Library Manifesto’s book suggestions for the diverse people in your life.
1. Pen pal with a film fetish: “A Life of Barbara Stanwyck: Steel-True 1907-1940” by Victoria Wilson
Maybe not as well know as some golden-age stars like Marilyn Monroe, Rita Hayworth, or Ginger Rogers, Barbara Stanwyck appeared in some of the greatest movies of the time and always showcased her beauty and brains. New Yorkers can see her films on the big screen this December at Film Forum.
2. Lanky nephew with a future in special collections: “The Mighty Lalouche” by Matthew Olshan (Author) and Sophie Blackall (Illustrator)
This French postman-turned-boxer children’s story wins with charming illustrations.
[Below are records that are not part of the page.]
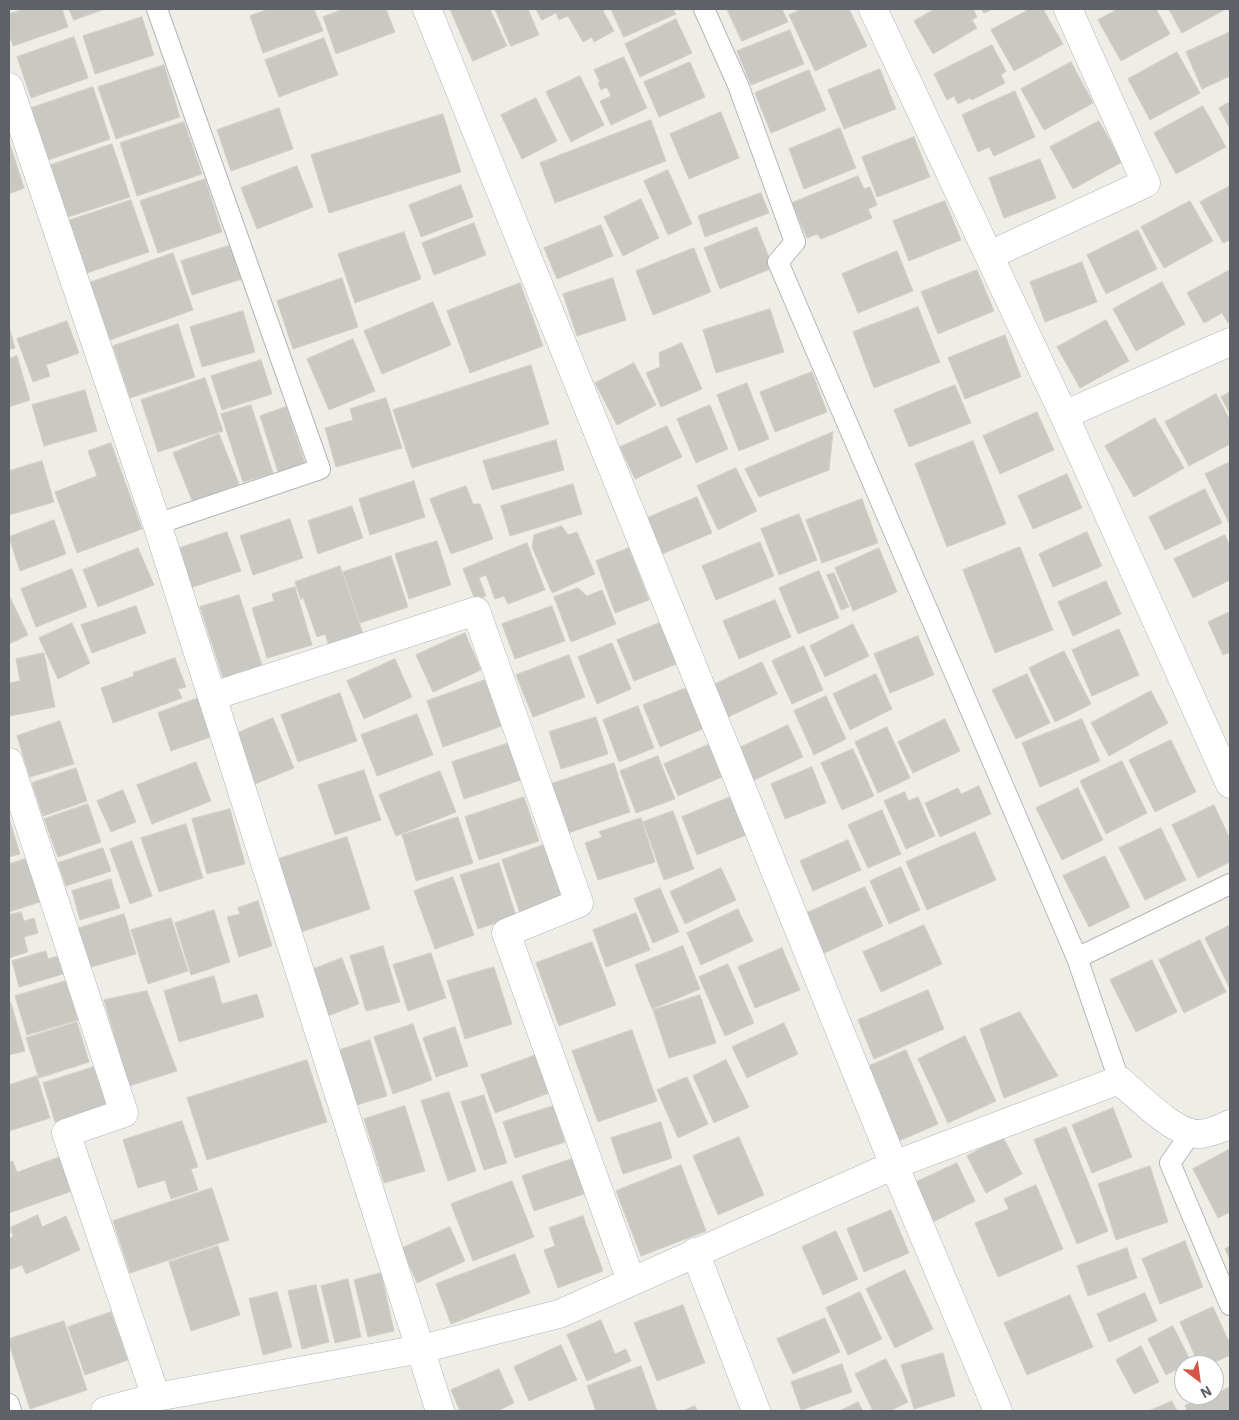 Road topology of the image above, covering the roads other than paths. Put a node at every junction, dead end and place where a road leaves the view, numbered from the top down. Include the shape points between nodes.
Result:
1 (157, 9) edge
2 (426, 9) edge
3 (704, 9) edge
4 (873, 9) edge
5 (1068, 9) edge
6 (9, 87) edge
7 (990, 255) junction
8 (1230, 342) edge
9 (1064, 415) junction
10 (157, 524) junction
11 (212, 696) junction
12 (9, 762) edge
13 (1230, 784) edge
14 (1230, 884) edge
15 (1077, 958) junction
16 (1119, 1080) junction
17 (1230, 1124) edge
18 (1191, 1133) junction
19 (894, 1165) junction
20 (695, 1252) junction
21 (631, 1281) junction
22 (1230, 1305) edge
23 (421, 1349) junction
24 (156, 1396) junction
25 (9, 1404) edge
26 (11, 1411) edge
27 (105, 1411) edge
28 (440, 1411) edge
29 (756, 1411) edge
30 (998, 1411) edge

1 - 10 lane via 320,469
2 - 19 street
3 - 15 lane via 738,85 795,242 778,262
4 - 7 street
5 - 7 street via 1146,183
6 - 10 street
7 - 9 street
8 - 9 street
9 - 13 street
10 - 11 street
11 - 21 street via 476,611 579,903 506,933
11 - 23 street
12 - 24 street via 124,1113 66,1133
14 - 15 lane
15 - 16 lane
16 - 18 street via 1180,1130
16 - 19 street
17 - 18 street via 1212,1132
18 - 22 lane via 1170,1163
19 - 20 street
19 - 30 street
20 - 21 street
20 - 29 street
21 - 23 street via 559,1314
23 - 24 street
23 - 28 street
24 - 27 street
25 - 26 lane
Archival research gives the story some historical backbone.
3. Uncle who doesn’t know the difference between Marvel and D.C.: “Super Graphic A Visual Guide to the Comic Book Universe” By Tim Leong
Comic con veteran and clueless novices will get a laugh from the way Leong has organized the worlds of superheros and villains into info-graphics.
4. Boyfriend’s equal parts bookish and artistic dad: “Journey to the Abyss” by Harry Kessler (Author) and Laird Easton (Editor)
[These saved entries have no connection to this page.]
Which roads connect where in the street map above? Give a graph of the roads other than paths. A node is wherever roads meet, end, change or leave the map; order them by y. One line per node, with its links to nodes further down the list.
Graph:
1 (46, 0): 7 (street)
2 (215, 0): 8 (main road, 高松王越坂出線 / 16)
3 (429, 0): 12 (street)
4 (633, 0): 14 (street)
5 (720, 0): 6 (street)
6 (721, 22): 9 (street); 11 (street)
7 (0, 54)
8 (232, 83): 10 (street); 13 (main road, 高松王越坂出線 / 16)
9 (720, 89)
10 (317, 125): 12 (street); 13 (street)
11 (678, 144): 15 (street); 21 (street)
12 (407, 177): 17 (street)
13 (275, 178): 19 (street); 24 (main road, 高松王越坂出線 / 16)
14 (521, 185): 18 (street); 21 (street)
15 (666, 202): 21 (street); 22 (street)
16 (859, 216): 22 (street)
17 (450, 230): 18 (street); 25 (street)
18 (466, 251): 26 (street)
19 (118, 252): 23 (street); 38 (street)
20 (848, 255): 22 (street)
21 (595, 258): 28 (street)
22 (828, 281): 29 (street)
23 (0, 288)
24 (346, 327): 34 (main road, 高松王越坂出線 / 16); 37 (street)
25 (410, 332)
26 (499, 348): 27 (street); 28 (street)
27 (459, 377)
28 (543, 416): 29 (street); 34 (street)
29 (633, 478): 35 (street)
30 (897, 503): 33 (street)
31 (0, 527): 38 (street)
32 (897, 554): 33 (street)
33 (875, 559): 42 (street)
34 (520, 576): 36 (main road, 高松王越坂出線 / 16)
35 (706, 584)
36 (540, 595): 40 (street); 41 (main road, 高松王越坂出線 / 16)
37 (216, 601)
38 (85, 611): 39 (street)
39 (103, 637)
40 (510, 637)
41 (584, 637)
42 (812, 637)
German aristocrat and diplomat Count Harry Kessler (1868-1937) was friendly with some of the larger than life philosophers and artists of his time: Bonnard, Stravinsky, Rodin, Renoir, Gide, Monet, Mahler, Matissee, Verlaine, George Bernard Shaw, Munch, Nietzsche, HG Wells and many others. His correspondence is a snapshot inside an important period.
5. Photography loving boyfriend in journalism school: “Watabe Yukichi, A Criminal Investigation” by Yukichi Watabe (Photographer) and Titus Boeder (Author)
This book from 2011 looks like a scrapbook from the 1950s. Watabe’s photojournalism documents a murder investigation in Japan. Minimal textual information is given, recreating the mystery in black-and-white noir scenes.
6. Best friend who sees beauty in the small stuff: “Sylvia Plath: Drawings” by Sylvia Plath (Author) and Frieda Hughes (Author)
There are certain icons in history that the public grapples to understand better. Lives cut off too short that leave questions about the personalities and passions of great artists. Sylvia Plath is one. This book of drawings unveils another layer of her psyche.
7. Co-worker with all the underground tracks: “The Riot Grrrl Collection” by Lisa Darms (Editor), Kathleen Hanna (Preface), Johanna Fateman (Introduction)
The “Riot Grrrl Collection,” is an archive of assorted DIY culture, zines and ephemera from the feminist punk rock movement surrounding Kathleen Hanna, Bikini Kill and Bratmobile. As a bonus: throw in movie tickets to “The Punk Singer” about Hanna’s impact on the music industry and the world.